Hintergrund

Uli Hoeneß, Deutschland, Spekulanten

Jetzt, wo sich der Rummel um die kleine Steuersünde von Uli Hoeneß etwas gelegt hat, darf ich es ja sagen: der Uli und ich, wir sind ganz dicke. Und das, obwohl der Uli ein Schwabe ist, was für mich als Münchner ja fast schon ein Ausschlusskriterium ist. Aber beim Uli, da bin ich nicht so – was wirklich ein feiner Zug von mir ist.

Denn im Gegensatz zu den Berlinern im Prenzlauer Berg ist der Münchner in seiner ur-eigensten Art durch den massenhaften Zustrom von Schwaben geradezu existentiell gefährdet. Der Schwabe ist mobil, und trifft geografisch erst einmal München. Das ist Pech, aber eine Tatsache.

Jetzt, wo der Uli bald ins Hotel Landsberg einkehrt und der Steuerzahler Kost und Logie dafür übernimmt, möchte ich einmal an ein Opfer des Vorfalls erinnern, an das sonst niemand denkt: sein Betreuer bei der Bank. Tag und Nacht ist der wachgeblieben, immer in Erwartung: der Uli ruft gleich an. Das hat seiner Frau nicht gefallen, weswegen sie sich von ihm getrennt hat.

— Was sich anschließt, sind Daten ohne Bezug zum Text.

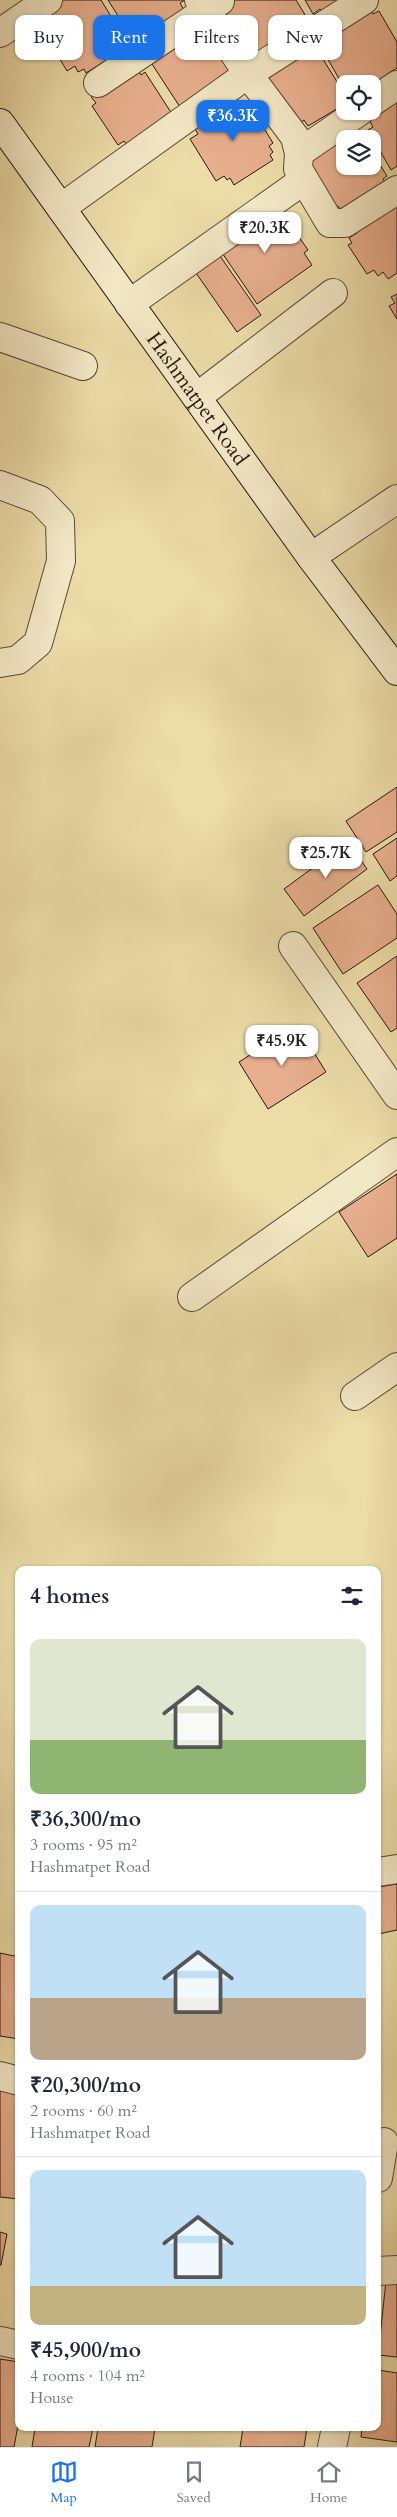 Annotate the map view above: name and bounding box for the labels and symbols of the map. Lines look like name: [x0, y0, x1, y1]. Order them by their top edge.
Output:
pin: ₹36.3K: [192, 100, 274, 142]
pin: ₹20.3K: [224, 212, 306, 254]
street label: Hashmatpet Road: [139, 326, 255, 471]
pin: ₹25.7K: [285, 836, 367, 879]
pin: ₹45.9K: [241, 1024, 323, 1067]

Zugegeben: er hat gut verdient durch den Uli, weswegen er sich ja das schicke Häuschen gekauft hat in der Proletenstadt Zürich. Weil, der Uli hat Volumen geschoben, und die Bank war nicht sooo günstig, da ist ein leckeres Stück vom Kuchen auch bei dem Berater hängengeblieben. Aber jetzt: der Uli ist weg, die Frau sowieso, und das Haus bald auch – weil ja der Uli weg ist.

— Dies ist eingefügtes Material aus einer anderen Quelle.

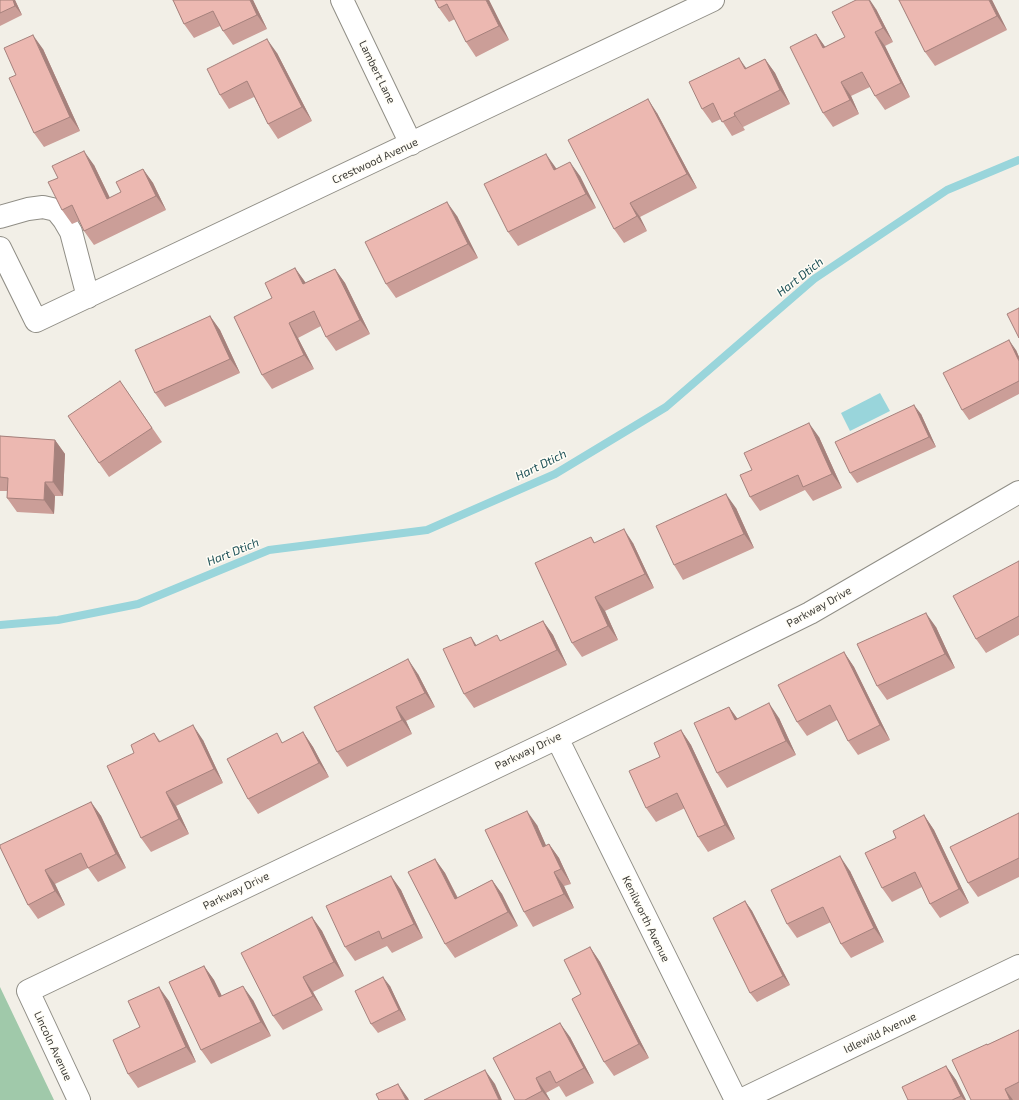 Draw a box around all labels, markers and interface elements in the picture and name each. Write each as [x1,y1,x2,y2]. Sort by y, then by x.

Dabei hat man den Uli ja gewarnt. Der Franz hat gesagt: Uli, das mit der Börse, des is doch a Schmarrn. Und wenn man es sich genau überlegt, sind wir dem Uli doch nicht wegen der Steuersünde böse (die ist auch in diesen Summen-Bereichen eher ein Massenphänomen), sondern weil Spekulation in Deutschland als Teufelswerk gilt. Unseriös in jeder Hinsicht, die bösen Zocker. Zocken mit Lebensmitteln, Renten, Anleihen, Währungen oder mit Zukunftserwartungen.

Dass aber richtige Zukunftserwartungen schon immer geldwert waren, ist dem Deutschen nicht so recht. Er hat viel lieber Bargeld, statt das Karten-Zeug, und Arbeit ist nur das, was durch Hände passiert. Das hat eine lange Tradition in deutschen Landen, weswegen man den Juden ja immer so ein bisschen böse war, dass sie gezwungenermaßen im Geldgeschäft überrepräsentiert waren. So richtig böse wurde man ihnen dann nach dem ersten richtigen Börsencrash in Deutschland 1873. Die Juden waren schuld, klar, unmittelbar im Anschluss entstanden Parteien, die als einzigen Programmpunkt Antisemitismus hatten.

Nachdem die Deutschen dann den 2.Weltkrieg haarscharf verloren hatten, war der Antisemitismus verboten, aber die damit verbundene Spekulations-Feindschaft ist geblieben. Das ist einer der ganz wenigen Dinge, die die allermeisten Deutschen sofort unterschreiben würden: Spekulation ist böse! Und das ist der tiefere Grund, warum man dem Uli so böse war. Steuersünde plus Spekulation – das ist Gift. Alice Schwarzer dagegen hatte nur Steuern hinterzogen, das Medienecho war nicht zufällig wesentlich geringer, eben nicht nur wegen der kleineren Summe.

So ganz geheuer ist den Deutschen der Finanzmarkt bis heute nicht. Das merkt man bis in die lustlose Pflicht-Börsen-Berichterstattung in der ARD. Oder wie käme man sonst auf die Idee, etwa eine Anja Kohl zu verpflichten? Mein Sohn sagt immer, wenn er die Kohl sieht: „Papa, ist das eine Hexe“? Ja, sage ich dann – aber eine harmlose!